As the Gregorian calendar turns to 1 January much of the world pauses to mark what is commonly called the “New Year.” Messages of hope, renewal, and fresh starts flow freely, and we receive these gestures in the spirit in which they are offered; with gratitude, love, and goodwill.



At AfroSavvy, we are often asked how this date aligns with African ways of knowing time. Our simple answer is that our African year does not begin in January. Across many African cosmologies time is not counted forward in numbers but read through seasons, cycles, land, and life itself. The true beginning of the year is understood to emerge in spring when the earth softens, rains return, seeds are planted, and visible life rises again. This is when renewal is not symbolic, but embodied; written into soil, breath, and blood memory.


Spring is the season of becoming. It is the moment when intention meets conditions, when preparation turns into action, and when life responds to readiness rather than pressure. January, by contrast, is not a birth point in our cosmology.
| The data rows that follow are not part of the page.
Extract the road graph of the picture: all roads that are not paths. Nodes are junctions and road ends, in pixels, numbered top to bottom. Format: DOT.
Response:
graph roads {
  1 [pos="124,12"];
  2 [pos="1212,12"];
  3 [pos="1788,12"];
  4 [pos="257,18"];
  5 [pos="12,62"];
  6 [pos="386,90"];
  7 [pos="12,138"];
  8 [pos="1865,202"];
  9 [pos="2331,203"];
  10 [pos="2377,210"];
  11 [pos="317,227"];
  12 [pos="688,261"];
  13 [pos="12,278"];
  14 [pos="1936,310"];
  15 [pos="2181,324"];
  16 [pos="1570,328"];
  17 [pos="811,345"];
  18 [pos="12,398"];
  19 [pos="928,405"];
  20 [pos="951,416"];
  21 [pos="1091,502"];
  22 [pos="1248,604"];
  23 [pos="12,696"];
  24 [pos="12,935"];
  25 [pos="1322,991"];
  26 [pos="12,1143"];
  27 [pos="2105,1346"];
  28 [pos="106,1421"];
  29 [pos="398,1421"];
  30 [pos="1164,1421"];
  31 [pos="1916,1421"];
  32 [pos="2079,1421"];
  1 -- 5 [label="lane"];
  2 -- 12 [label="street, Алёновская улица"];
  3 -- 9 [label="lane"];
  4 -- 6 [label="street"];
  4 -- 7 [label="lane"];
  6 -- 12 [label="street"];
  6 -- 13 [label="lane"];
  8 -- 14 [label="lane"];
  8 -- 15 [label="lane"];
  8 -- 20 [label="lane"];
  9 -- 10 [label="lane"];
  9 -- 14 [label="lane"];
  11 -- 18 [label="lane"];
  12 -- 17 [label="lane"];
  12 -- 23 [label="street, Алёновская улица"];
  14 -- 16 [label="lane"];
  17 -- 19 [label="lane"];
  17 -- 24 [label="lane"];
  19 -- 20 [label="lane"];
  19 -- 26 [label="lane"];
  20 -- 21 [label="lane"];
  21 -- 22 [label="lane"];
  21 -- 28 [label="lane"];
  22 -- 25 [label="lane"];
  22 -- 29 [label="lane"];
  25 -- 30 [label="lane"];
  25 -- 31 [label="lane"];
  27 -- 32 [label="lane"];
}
It is a threshold, a pause between cycles. A time for reflection rather than urgency. A space for integration rather than immediate reinvention. Nature herself is often still resting during this period reminding us that not all beginnings are loud or visible.


And yet we do not reject this moment. Any point in time that invites people to slow down, to take stock, to release what no longer serves, and to speak blessings over one another carries value. Intention, when sincere, is never wasted.
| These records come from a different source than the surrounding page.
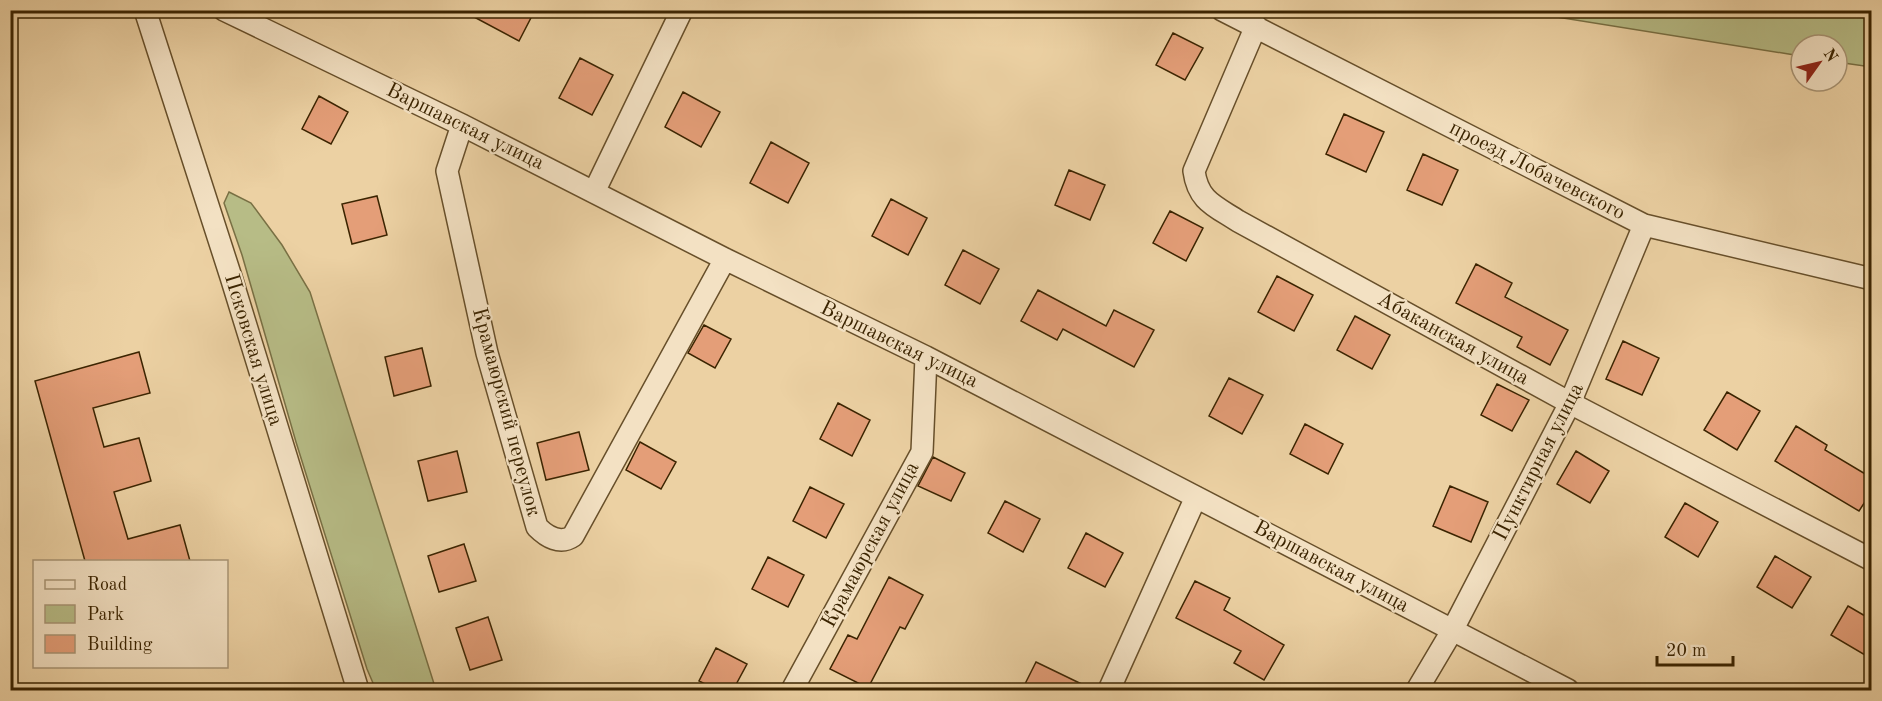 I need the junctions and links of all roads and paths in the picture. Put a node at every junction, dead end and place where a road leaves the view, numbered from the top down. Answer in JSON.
{"nodes":[{"id":1,"x":145,"y":10,"type":"edge"},
{"id":2,"x":224,"y":10,"type":"edge"},
{"id":3,"x":682,"y":10,"type":"edge"},
{"id":4,"x":1222,"y":10,"type":"edge"},
{"id":5,"x":1256,"y":26,"type":"junction"},
{"id":6,"x":462,"y":124,"type":"junction"},
{"id":7,"x":594,"y":192,"type":"junction"},
{"id":8,"x":1644,"y":225,"type":"junction"},
{"id":9,"x":725,"y":259,"type":"junction"},
{"id":10,"x":1872,"y":279,"type":"edge"},
{"id":11,"x":926,"y":357,"type":"junction"},
{"id":12,"x":1570,"y":403,"type":"junction"},
{"id":13,"x":1196,"y":497,"type":"junction"},
{"id":14,"x":1872,"y":560,"type":"edge"},
{"id":15,"x":1452,"y":631,"type":"junction"},
{"id":16,"x":358,"y":690,"type":"edge"},
{"id":17,"x":792,"y":690,"type":"edge"},
{"id":18,"x":1109,"y":690,"type":"edge"},
{"id":19,"x":1417,"y":690,"type":"edge"},
{"id":20,"x":1568,"y":690,"type":"edge"}],
"edges":[{"from":1,"to":16,"type":"street","name":"Псковская улица"},
{"from":2,"to":6,"type":"street","name":"Варшавская улица"},
{"from":3,"to":7,"type":"street"},
{"from":4,"to":5,"type":"street","name":"проезд Лобачевского"},
{"from":5,"to":8,"type":"street","name":"проезд Лобачевского"},
{"from":5,"to":12,"type":"street","name":"Абаканская улица"},
{"from":6,"to":7,"type":"street","name":"Варшавская улица"},
{"from":6,"to":9,"type":"street","name":"Крамаюрский переулок"},
{"from":7,"to":9,"type":"street","name":"Варшавская улица"},
{"from":8,"to":10,"type":"street","name":"проезд Лобачевского"},
{"from":8,"to":12,"type":"street","name":"Пунктирная улица"},
{"from":9,"to":11,"type":"street","name":"Варшавская улица"},
{"from":11,"to":13,"type":"street","name":"Варшавская улица"},
{"from":11,"to":17,"type":"street","name":"Крамаюрская улица"},
{"from":12,"to":14,"type":"street","name":"Абаканская улица"},
{"from":12,"to":15,"type":"street","name":"Пунктирная улица"},
{"from":13,"to":15,"type":"street","name":"Варшавская улица"},
{"from":13,"to":18,"type":"street"},
{"from":15,"to":19,"type":"street","name":"Пунктирная улица"},
{"from":15,"to":20,"type":"street","name":"Варшавская улица"}]}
So on this 1 January 2026 we choose a both-and approach.


We honour our ancestral understanding of time while embracing the collective spirit of care that this season carries. We acknowledge that many are standing at personal crossroads; grieving, healing, hoping, recalibrating, or quietly surviving. For these reasons alone, this moment deserves gentleness.


As the AfroSavvy Team, we offer this blessing for the season:


May this be a soft passage, not a forced restart. May clarity arrive without pressure. May rest be recognised as wisdom, not delay. May you carry forward only what is true, necessary, and life-giving.


And when spring comes; when the land speaks again, when the earth opens, when the ancestral clock truly turns, may you be ready to plant what you have been preparing in silence.


We wish you wellness of body, steadiness of spirit, and honesty of heart as we move through this season together.


Time is not something we chase. It is something we learn to listen to.